That said, let’s start on how I think about a patient presenting with new advanced NSCLC, which is the stage at which about half of the patients with NSCLC are diagnosed, and a higher proportion of my lung cancer patients (because many of the patients with early stage NSCLC, especially stage I, may not need or be feasible candidates for chemo).
Performance status is the first indicator. There’s certainly some correlation with age, but most experts agree that the overall activity level of the patient counts far more than chronologic age. A 77 year old man who walks his dogs 2 miles per days is a much stronger candidate for aggressive treatment than a 57 year old with severe emphysema who rarely leaves the house because she becomes short of breath making the bed or walking around. Treating poorer risk patients is a separate issue, so we’ll concentrate on healthier patients who are able to manage their own activities of daily living (ADLs) without assistance and get out and about.

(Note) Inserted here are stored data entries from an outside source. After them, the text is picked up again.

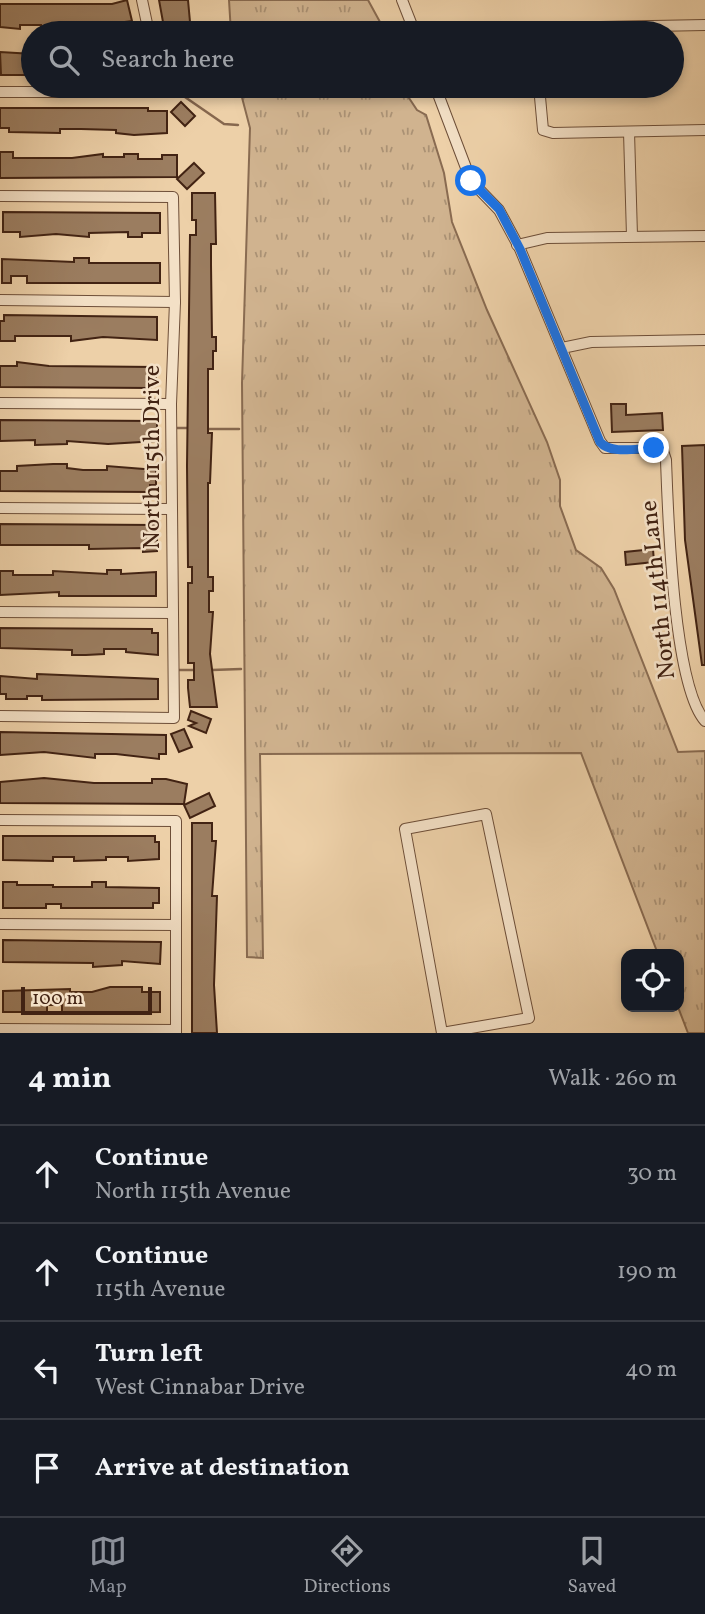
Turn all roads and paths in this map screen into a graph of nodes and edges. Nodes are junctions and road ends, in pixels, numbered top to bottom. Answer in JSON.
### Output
{"nodes":[{"id":1,"x":142,"y":0,"type":"edge"},
{"id":2,"x":402,"y":0,"type":"edge"},
{"id":3,"x":146,"y":21,"type":"edge"},
{"id":4,"x":410,"y":21,"type":"edge"},
{"id":5,"x":705,"y":25,"type":"edge"},
{"id":6,"x":684,"y":26,"type":"edge"},
{"id":7,"x":0,"y":92,"type":"edge"},
{"id":8,"x":21,"y":92,"type":"edge"},
{"id":9,"x":440,"y":98,"type":"edge"},
{"id":10,"x":540,"y":98,"type":"edge"},
{"id":11,"x":705,"y":130,"type":"edge"},
{"id":12,"x":629,"y":132,"type":"junction"},
{"id":13,"x":0,"y":196,"type":"edge"},
{"id":14,"x":632,"y":236,"type":"junction"},
{"id":15,"x":705,"y":236,"type":"edge"},
{"id":16,"x":517,"y":245,"type":"junction"},
{"id":17,"x":0,"y":300,"type":"edge"},
{"id":18,"x":176,"y":302,"type":"junction"},
{"id":19,"x":705,"y":340,"type":"edge"},
{"id":20,"x":562,"y":348,"type":"junction"},
{"id":21,"x":0,"y":403,"type":"edge"},
{"id":22,"x":171,"y":404,"type":"junction"},
{"id":23,"x":0,"y":508,"type":"edge"},
{"id":24,"x":172,"y":509,"type":"junction"},
{"id":25,"x":0,"y":612,"type":"edge"},
{"id":26,"x":173,"y":613,"type":"junction"},
{"id":27,"x":0,"y":716,"type":"edge"},
{"id":28,"x":705,"y":721,"type":"edge"},
{"id":29,"x":0,"y":820,"type":"edge"},
{"id":30,"x":0,"y":924,"type":"edge"},
{"id":31,"x":176,"y":925,"type":"junction"},
{"id":32,"x":0,"y":1029,"type":"edge"},
{"id":33,"x":176,"y":1031,"type":"edge"},
{"id":34,"x":442,"y":1033,"type":"edge"}],
"edges":[{"from":1,"to":3,"type":"street"},
{"from":2,"to":4,"type":"street"},
{"from":5,"to":6,"type":"street"},
{"from":7,"to":8,"type":"street"},
{"from":9,"to":16,"type":"street"},
{"from":10,"to":12,"type":"street"},
{"from":11,"to":12,"type":"street"},
{"from":12,"to":14,"type":"street"},
{"from":13,"to":18,"type":"street","name":"North 115th Drive"},
{"from":14,"to":15,"type":"street"},
{"from":14,"to":16,"type":"street"},
{"from":16,"to":20,"type":"street"},
{"from":17,"to":18,"type":"street"},
{"from":18,"to":22,"type":"street","name":"North 115th Drive"},
{"from":19,"to":20,"type":"street"},
{"from":20,"to":28,"type":"street","name":"North 114th Lane"},
{"from":21,"to":22,"type":"street"},
{"from":22,"to":24,"type":"street","name":"North 115th Drive"},
{"from":23,"to":24,"type":"street"},
{"from":24,"to":26,"type":"street","name":"North 115th Drive"},
{"from":25,"to":26,"type":"street"},
{"from":26,"to":27,"type":"street","name":"North 115th Drive"},
{"from":29,"to":31,"type":"street"},
{"from":30,"to":31,"type":"street"},
{"from":31,"to":33,"type":"street"},
{"from":32,"to":33,"type":"street"},
{"from":34,"to":34,"type":"street"}]}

Within the healthier population with advanced NSCLC, the question I ask is whether they are a candidate for avastin (bevacizumab), which has been shown to improve survival for a limited subset of patients who don’t have brain metastases, squamous NSCLC, active heart disease, require full dose blood thinners, or have a history of coughing up blood (prior post here). Since that initial approval of avastin for lung cancer, increasing evidence has emerged suggesting that it’s probably pretty safe to give avastin to patients with treated brain metastases (prior post here), and also for patients on blood thinners (prior post here), but right now the FDA approval doesn’t include these groups, and serious or even fatal bleeding episodes can occur even in well-selected patients receiving the treatment, Avastin added to carbo/taxol, just as it was given in the large trial that led to its approval. If a bleeding complication occurs in someone treated as Avastin was approved, it’s a terrible thing, but it’s known to happen. But if, God forbid, a patient on blood thinners bleeds, or someone with a treated brain metastasis has a hemorrhage in their brain, there’s no way to prove it didn’t happen because you treated someone outside of the FDA guidelines. And some people feel that even if you have a careful discussion with a patient with brain metastases or on blood thinners, and even if you document the risks well, a family member can still come back months after a patient’s unfortunate death and sue their doctor. I happen to be one of those people, so I use avastin by the book. And for the sake of completeness, I wouldn’t consider trying it in someone who has coughed up any significant amount of blood (more than slight flecks or streaking), nor someone with squamous NSCLC, since both groups continue to look like they have an unacceptable risk of bleeding complications.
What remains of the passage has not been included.